Alberta’s government is putting a halt to new public-private partnerships (P3s) following a string of disastrous P3 school contracts, including one that ran hundreds of millions over budget and left communities without after-hours access to their schools.
P3 costs balloon
Alberta announced its decision to build 18 new schools as P3s in 2007. But by late 2008, the budget had more than doubled, from $200 million to $512 million. When economist Hugh Mackenzie examined the P3 school projects, he found that “for every two schools financed using the P3 model, an additional school could be built if they were all financed using conventional public sector financing.”
By the time the first contract was actually awarded, project costs had continued to balloon, reaching $634 million – more than triple the original budget.
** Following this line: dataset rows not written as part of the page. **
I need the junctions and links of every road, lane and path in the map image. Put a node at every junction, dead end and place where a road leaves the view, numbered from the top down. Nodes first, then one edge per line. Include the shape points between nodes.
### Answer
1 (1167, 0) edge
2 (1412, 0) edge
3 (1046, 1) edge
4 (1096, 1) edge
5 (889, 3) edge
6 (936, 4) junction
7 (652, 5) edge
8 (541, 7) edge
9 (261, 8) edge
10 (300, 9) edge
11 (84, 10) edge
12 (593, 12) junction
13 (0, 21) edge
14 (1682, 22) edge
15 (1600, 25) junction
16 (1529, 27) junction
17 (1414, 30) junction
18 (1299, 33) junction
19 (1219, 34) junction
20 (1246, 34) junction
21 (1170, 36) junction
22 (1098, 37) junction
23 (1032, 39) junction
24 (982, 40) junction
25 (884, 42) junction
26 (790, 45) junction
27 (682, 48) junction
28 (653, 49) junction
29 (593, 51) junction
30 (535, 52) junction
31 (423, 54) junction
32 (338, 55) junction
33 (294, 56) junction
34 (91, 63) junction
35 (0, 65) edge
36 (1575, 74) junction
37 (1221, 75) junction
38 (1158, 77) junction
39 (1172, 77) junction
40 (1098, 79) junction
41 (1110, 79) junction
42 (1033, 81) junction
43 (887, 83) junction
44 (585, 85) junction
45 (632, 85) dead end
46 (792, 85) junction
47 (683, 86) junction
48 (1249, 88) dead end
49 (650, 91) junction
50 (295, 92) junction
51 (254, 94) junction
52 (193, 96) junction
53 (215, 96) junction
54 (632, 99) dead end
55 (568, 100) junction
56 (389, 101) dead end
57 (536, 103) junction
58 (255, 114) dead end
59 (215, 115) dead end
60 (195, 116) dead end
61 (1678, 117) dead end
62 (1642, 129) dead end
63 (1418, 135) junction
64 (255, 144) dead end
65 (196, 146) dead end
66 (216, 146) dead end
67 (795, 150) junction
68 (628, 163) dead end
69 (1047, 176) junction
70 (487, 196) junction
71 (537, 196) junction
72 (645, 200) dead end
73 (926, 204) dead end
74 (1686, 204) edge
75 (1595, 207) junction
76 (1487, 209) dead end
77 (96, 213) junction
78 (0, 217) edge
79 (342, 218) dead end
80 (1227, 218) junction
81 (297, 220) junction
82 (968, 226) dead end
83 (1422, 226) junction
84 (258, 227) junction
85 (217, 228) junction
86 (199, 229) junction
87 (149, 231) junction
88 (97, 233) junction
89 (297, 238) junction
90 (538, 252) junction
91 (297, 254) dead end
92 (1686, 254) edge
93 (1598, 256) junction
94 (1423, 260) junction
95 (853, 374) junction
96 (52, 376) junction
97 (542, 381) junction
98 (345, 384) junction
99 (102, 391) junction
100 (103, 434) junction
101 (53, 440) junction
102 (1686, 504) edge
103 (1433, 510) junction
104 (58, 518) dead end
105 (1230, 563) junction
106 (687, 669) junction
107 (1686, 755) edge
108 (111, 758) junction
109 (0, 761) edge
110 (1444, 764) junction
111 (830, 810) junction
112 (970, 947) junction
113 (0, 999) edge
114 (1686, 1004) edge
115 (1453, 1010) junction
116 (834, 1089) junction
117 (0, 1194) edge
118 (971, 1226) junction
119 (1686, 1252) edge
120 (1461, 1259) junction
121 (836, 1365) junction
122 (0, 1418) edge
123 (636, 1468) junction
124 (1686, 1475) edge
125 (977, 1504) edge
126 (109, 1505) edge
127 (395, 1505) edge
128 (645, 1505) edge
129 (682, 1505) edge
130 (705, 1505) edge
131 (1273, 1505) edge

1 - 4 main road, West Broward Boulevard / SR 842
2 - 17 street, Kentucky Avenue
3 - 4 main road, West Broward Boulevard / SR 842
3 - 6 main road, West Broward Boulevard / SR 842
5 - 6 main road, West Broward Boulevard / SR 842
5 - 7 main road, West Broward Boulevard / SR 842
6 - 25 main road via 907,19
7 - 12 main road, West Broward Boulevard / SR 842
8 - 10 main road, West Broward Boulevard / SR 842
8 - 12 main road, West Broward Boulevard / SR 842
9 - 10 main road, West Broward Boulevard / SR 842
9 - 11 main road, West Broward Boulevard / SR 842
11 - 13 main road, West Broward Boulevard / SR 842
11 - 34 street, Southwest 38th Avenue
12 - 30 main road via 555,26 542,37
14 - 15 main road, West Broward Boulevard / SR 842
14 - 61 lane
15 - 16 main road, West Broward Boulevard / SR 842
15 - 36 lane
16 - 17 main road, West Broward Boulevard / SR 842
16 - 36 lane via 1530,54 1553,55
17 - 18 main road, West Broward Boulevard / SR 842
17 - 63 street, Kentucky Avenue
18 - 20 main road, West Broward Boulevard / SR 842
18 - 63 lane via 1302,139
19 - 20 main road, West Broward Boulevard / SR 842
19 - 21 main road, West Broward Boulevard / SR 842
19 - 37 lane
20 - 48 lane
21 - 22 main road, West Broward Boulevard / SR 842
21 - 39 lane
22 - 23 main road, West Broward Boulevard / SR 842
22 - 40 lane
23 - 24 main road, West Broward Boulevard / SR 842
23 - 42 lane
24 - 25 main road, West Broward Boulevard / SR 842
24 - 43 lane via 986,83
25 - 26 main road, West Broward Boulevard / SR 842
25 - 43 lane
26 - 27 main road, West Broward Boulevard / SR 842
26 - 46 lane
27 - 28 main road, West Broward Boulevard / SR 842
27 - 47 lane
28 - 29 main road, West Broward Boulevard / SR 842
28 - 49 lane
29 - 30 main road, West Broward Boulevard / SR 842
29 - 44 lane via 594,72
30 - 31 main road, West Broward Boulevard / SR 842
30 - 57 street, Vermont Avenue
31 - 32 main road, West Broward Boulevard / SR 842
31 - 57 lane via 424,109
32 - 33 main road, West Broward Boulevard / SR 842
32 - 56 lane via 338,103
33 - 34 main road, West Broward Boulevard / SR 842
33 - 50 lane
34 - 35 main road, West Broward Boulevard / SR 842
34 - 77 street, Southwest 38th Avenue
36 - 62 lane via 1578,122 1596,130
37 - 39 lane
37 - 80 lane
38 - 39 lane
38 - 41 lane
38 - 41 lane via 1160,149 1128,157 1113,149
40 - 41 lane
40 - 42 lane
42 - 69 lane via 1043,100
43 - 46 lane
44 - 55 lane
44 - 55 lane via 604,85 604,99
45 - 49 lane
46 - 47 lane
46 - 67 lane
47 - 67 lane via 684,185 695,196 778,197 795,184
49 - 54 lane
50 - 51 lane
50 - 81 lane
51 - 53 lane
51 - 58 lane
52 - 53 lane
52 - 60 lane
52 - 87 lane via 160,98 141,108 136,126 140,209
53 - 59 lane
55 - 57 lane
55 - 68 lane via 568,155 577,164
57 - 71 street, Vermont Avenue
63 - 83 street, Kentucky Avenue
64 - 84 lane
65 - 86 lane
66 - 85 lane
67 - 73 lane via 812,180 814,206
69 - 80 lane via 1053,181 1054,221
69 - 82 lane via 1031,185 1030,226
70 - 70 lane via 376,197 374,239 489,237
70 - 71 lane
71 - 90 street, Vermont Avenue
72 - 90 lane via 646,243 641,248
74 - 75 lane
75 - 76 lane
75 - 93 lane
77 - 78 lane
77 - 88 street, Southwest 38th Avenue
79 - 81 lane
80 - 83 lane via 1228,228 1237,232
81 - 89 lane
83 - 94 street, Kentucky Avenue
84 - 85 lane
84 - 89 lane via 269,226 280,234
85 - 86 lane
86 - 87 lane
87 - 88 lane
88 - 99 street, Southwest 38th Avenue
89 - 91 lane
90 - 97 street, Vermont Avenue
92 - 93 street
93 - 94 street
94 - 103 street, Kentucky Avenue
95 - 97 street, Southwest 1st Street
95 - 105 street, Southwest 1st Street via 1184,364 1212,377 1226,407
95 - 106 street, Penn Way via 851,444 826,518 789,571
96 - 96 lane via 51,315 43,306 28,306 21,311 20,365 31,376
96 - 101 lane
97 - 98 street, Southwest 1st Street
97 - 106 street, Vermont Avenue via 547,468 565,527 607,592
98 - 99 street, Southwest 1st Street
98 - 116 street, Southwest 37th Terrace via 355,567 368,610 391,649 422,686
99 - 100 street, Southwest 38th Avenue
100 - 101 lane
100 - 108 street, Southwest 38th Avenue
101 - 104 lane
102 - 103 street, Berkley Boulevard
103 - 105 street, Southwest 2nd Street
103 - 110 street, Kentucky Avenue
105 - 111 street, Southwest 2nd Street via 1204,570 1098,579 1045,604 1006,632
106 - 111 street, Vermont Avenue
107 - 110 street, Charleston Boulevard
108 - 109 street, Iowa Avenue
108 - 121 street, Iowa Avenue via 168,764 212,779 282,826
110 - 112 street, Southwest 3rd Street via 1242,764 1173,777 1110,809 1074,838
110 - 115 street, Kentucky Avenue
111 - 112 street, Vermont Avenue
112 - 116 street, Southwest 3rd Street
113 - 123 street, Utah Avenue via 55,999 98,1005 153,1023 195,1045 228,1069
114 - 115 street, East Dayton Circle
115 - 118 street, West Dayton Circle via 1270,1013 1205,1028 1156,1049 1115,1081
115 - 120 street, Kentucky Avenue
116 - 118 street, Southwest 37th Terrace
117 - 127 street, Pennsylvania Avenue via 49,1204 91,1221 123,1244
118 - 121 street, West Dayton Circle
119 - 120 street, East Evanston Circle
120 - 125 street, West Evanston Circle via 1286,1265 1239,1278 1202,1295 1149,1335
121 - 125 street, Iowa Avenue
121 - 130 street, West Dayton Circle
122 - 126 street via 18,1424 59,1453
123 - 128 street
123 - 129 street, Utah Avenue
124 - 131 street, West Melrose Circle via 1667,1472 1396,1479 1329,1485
Opposition politicians repeatedly called for full transparency and public accountability but the government defended the projects and even announced an additional 14 P3 schools.
P3 deals shrouded in secrecy
In 2010, the auditor general released a report on P3 schools, concluding that P3 savings had been overstated by $20 million. The report also found that in addition to a lack of supporting evidence for claims about value for money, Albertans had not been kept informed about the process.
Contracts restrict after-school use
Public opposition to P3 schools mounted as a growing number of concerns came to light. Parents, community groups and sporting leagues complained that they couldn’t access school spaces for events, social programs and childcare because of restrictions on after-hours and weekend use that had been built into contracts. Critics also raised concerns that the proposed locations of schools had excluded low-income neighbourhoods.
Problems with maintenance and design
Teachers and staff cited maintenance and design problems. One school was told that it would take up to six weeks to repair a loose light in a ceiling. Local school boards ended up paying twice for repairs in cases where the contractor’s work failed inspection. And design flaws plagued the buildings. At least one school was prone to flooding while another reached interior temperatures over 28°C because no awnings or shades were included for south or west-facing parts of the building.
P3 cancellation saves taxpayers $14 million
While the provincial government couldn’t claw back money that had already been wasted on P3s, it saw an opportunity to stop further overspending in June 2014, when it announced a decision to abandon a new public-private partnership to build 19 more schools across Alberta. The government found it could save $14 million by taking on the project instead of out-sourcing. “The right choice for students, parents and taxpayers in this case is to use the government’s traditional procurement method to deliver these 19 schools,” said Infrastructure Minister Wayne Drysdale.
P3s put on pause
In April 2016, the Alberta government announced a freeze on any new public-private partnerships. “I think there are real questions about the overall benefit that is received by P3s,” said Infrastructure Minister Brian Mason. “Certainly the design-build and operate model is not something I want to proceed with at the present time.”
“Often P3s are a process which reduce cost at the front end and increase costs down the road and are more expensive to taxpayers,” added Premier Rachel Notley.